Klahre takes immense pride in the four-star rating the Homestead has garnered under the management of new owner Jerry Sanders. As he walks through the restored milk house and the stately Virginia House, Klahre spots a tiny corner of wallpaper starting to curl and a burned-out light bulb. "When you have some buildings over a hundred years old, you can get problems," Klahre said. Before the day is over, the repairs will have been made.

Visitors are proudly shown the airy gazebo that appears to float over a flowing stream that originates in the Homestead's famous hot pot. The gazebo is now a popular wedding site, with its scenic backdrop of the meadows and pastures of Heber Valley. The almost completed 18-hole golf course will add manicured greens to the view from the gazebo.

Looking over the quiet valley, Klahre says, "Because Salt Lake City is not that far away, we get many visitors who come up for a weekend in the country. It's a slower pace, more relaxed - a quiet and secure place."

Each morning as Klahre raises the flag he thinks about about the freedom he found in America. "The flag reminds me that I'm living in a free country. Being here instead of in East Germany is like day and night. You do have to see it to believe it," he said.

Klahre's brother and sister from East Germany visited him recently. He had not seen them in 27 years.
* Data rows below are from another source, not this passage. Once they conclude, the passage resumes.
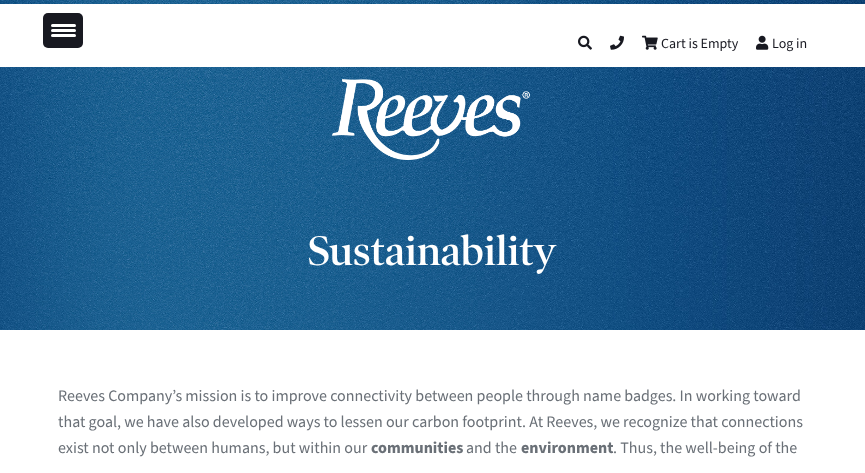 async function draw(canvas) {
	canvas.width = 865;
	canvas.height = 473;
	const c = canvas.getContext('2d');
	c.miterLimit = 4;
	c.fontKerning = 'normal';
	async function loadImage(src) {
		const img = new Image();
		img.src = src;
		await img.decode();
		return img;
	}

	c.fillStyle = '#fff';
	c.fillRect(0, 0, 865, 473);
	c.drawImage(await loadImage('img5.png'), 0, 0, 865, 330);
	c.fillRect(0, 4, 865, 63);
	c.fillStyle = '#181921';
	c.beginPath();
	c.roundRect(43, 13, 40, 35, 5);
	c.fill();
	c.fillStyle = '#fff';
	c.beginPath();
	c.roundRect(51, 29, 25, 3, 1.5);
	c.fill();
	c.beginPath();
	c.roundRect(51, 24, 25, 3, 1.5);
	c.fill();
	c.beginPath();
	c.roundRect(51, 34, 25, 3, 1.5);
	c.fill();
	c.drawImage(await loadImage('img1.png'), 578, 35, 14, 15);
	c.drawImage(await loadImage('img2.png'), 610, 35, 14, 15);
	c.drawImage(await loadImage('img3.png'), 642, 35, 16, 15);
	c.font = '14px Source Sans Pro';
	c.fillStyle = '#181921';
	c.fillText('Cart is Empty', 661, 48);
	c.drawImage(await loadImage('img4.png'), 756, 35, 13, 15);
	c.fillText('Log in', 772, 48);
	c.drawImage(await loadImage('img6.png'), 332, 79, 198, 81);
	c.font = '600 42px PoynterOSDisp';
	c.fillStyle = '#fff';
	c.fillText('Sustainability', 308, 265);
	c.font = '16px Source Sans Pro';
	c.fillStyle = '#6a7077';
	for (const [text, x, y] of [
		['Reeves Company’s mission is to improve connectivity between people through name badges. In working toward', 58, 401],
		['that goal, we have also developed ways to lessen our carbon footprint. At Reeves, we recognize that connections', 58, 427],
		['exist not only between humans, but within our', 58, 453],
	]) {
		c.fillText(text, x, y);
	}
	c.font = 'bold 16px Source Sans Pro';
	c.fillText('communities', 371, 453);
	c.font = '16px Source Sans Pro';
	c.fillText('and the', 466, 453);
	c.font = 'bold 16px Source Sans Pro';
	c.fillText('environment', 521, 453);
	c.font = '16px Source Sans Pro';
	c.fillText('. Thus, the well-being of the', 613, 453);
}

draw(document.querySelector('canvas')); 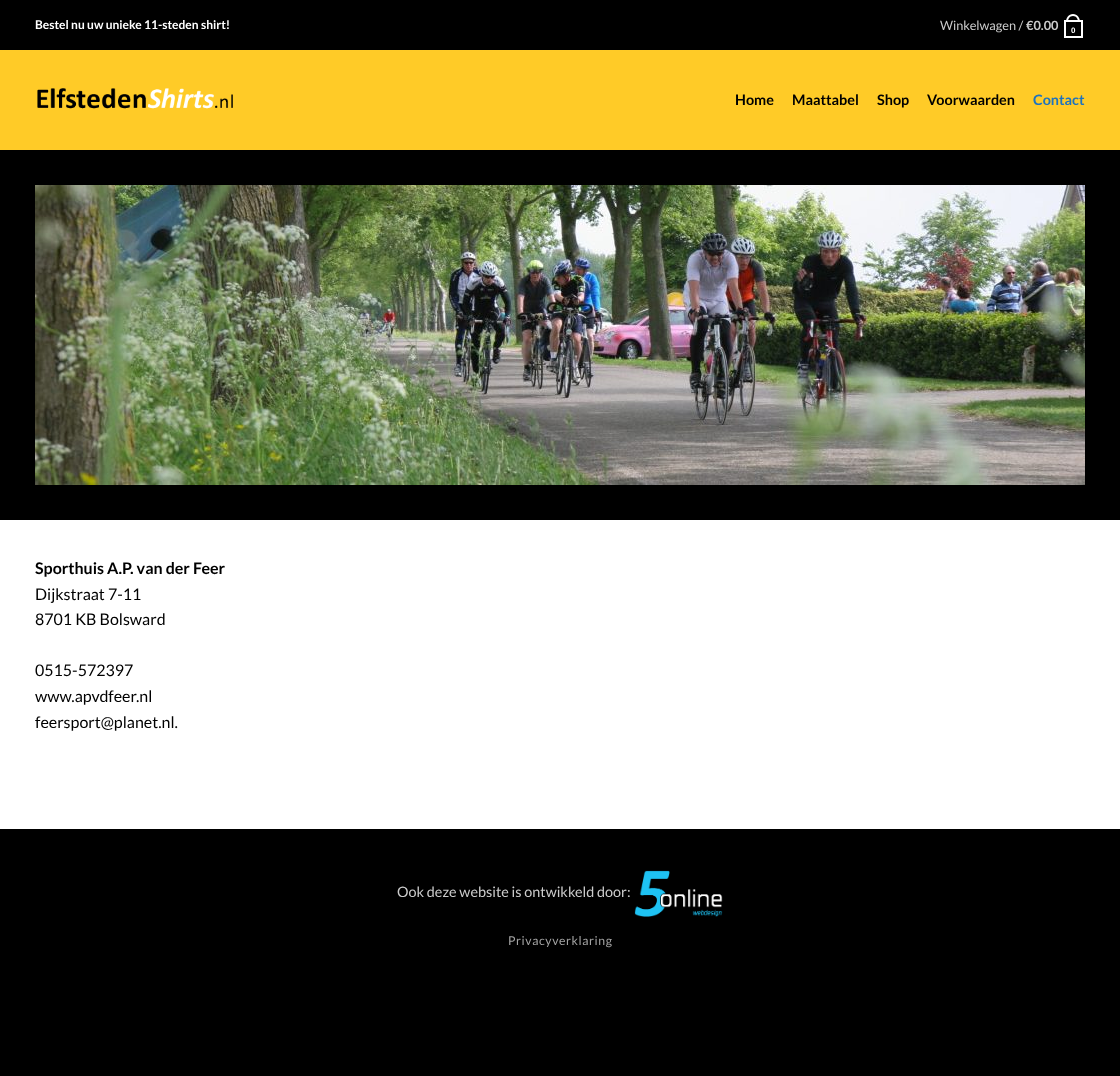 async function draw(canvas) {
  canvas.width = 1120
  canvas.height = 1076
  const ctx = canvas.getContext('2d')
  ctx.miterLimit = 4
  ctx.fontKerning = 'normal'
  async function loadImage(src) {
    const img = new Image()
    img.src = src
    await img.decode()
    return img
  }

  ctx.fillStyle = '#000'
  ctx.fillRect(0, 0, 1120, 1076)
  ctx.fillStyle = '#fff'
  ctx.fillRect(0, 520, 1120, 309)
  ctx.font = 'bold 12px Lato'
  ctx.fillText('Bestel nu uw unieke 11-steden shirt!', 35, 29)
  ctx.font = '12.75px Lato'
  ctx.fillStyle = '#ccc'
  ctx.fillText('Winkelwagen /', 940, 30)
  ctx.font = 'bold 12.75px Lato'
  ctx.fillText('€0.00', 1026, 30)
  ctx.strokeStyle = '#fff'
  ctx.lineWidth = 2
  ctx.strokeRect(1065, 21, 17, 16)
  ctx.fillStyle = '#fff'
  ctx.beginPath()
  ctx.moveTo(1073, 14)
  ctx.bezierCurveTo(1077.5, 14, 1080, 18, 1080, 22)
  ctx.lineTo(1066, 22)
  ctx.bezierCurveTo(1066, 18, 1068.5, 14, 1073, 14)
  ctx.closePath()
  ctx.moveTo(1073, 16)
  ctx.bezierCurveTo(1076.5, 16, 1078, 19, 1078, 22)
  ctx.lineTo(1068, 22)
  ctx.bezierCurveTo(1068, 19, 1069.5, 16, 1073, 16)
  ctx.closePath()
  ctx.fill('evenodd')
  ctx.font = 'bold 8px Liberation Sans'
  ctx.fillText('0', 1071, 33)
  ctx.fillStyle = '#ffcb27'
  ctx.fillRect(0, 50, 1120, 100)
  ctx.drawImage(await loadImage('image0.png'), 37, 88, 196, 21)
  ctx.font = 'bold 14.4px Lato'
  ctx.fillStyle = '#000'
  ctx.fillText('Home', 735, 105)
  ctx.fillText('Maattabel', 792, 105)
  ctx.fillText('Shop', 877, 105)
  ctx.fillText('Voorwaarden', 927, 105)
  ctx.fillStyle = '#1e73be'
  ctx.fillText('Contact', 1033, 105)
  ctx.drawImage(await loadImage('image1.png'), 35, 185, 1050, 300)
  ctx.font = 'bold 16px Lato'
  ctx.fillStyle = '#000'
  ctx.fillText('Sporthuis A.P. van der Feer', 35, 574)
  ctx.font = '16px Lato'
  ctx.fillText('Dijkstraat 7-11', 35, 600)
  ctx.fillText('8701 KB Bolsward', 35, 625)
  ctx.fillText('0515-572397', 35, 676)
  ctx.fillText('www.apvdfeer.nl', 35, 702)
  ctx.fillText('feersport@planet.nl.', 35, 728)
  ctx.font = '14.4px Lato'
  ctx.fillStyle = '#ccc'
  ctx.fillText('Ook deze website is ontwikkeld door:', 397, 897)
  ctx.drawImage(await loadImage('image2.png'), 634, 870, 89, 47)
  ctx.letterSpacing = '0.6px'
  ctx.font = '12.25px Lato'
  ctx.fillStyle = '#a3a3a3'
  ctx.fillText('Privacyverklaring', 508, 945)
}

draw(document.querySelector('canvas'))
"When I went places with them, I kind of felt like we all take things for granted. When we walked for the first time into a grocery store, my brother just stood in the aisle and stared. He couldn't imagine that there were no long lines of people outside and that there were so many vegetables available, Klahre said. "They were just like a bird when he discovers the cage door open - he's afraid to fly out. When we drove across the state line from Colorado they were fumbling for passports and wanted to know where the border guard was."

While preparing for the snowmobiling, cross-country skiing and sleigh-riding crowds to come, Klahre is quick to praise his crew. "I can't take the credit here, it's a team effort," he said. But the man who quietly works with a handicapped youth on his crew brings a serenity and dignity that fits with the demeanor of the gently aging resort.

"I do love my work," Klahre said. "You get to feel like it's your own - that you belong to it."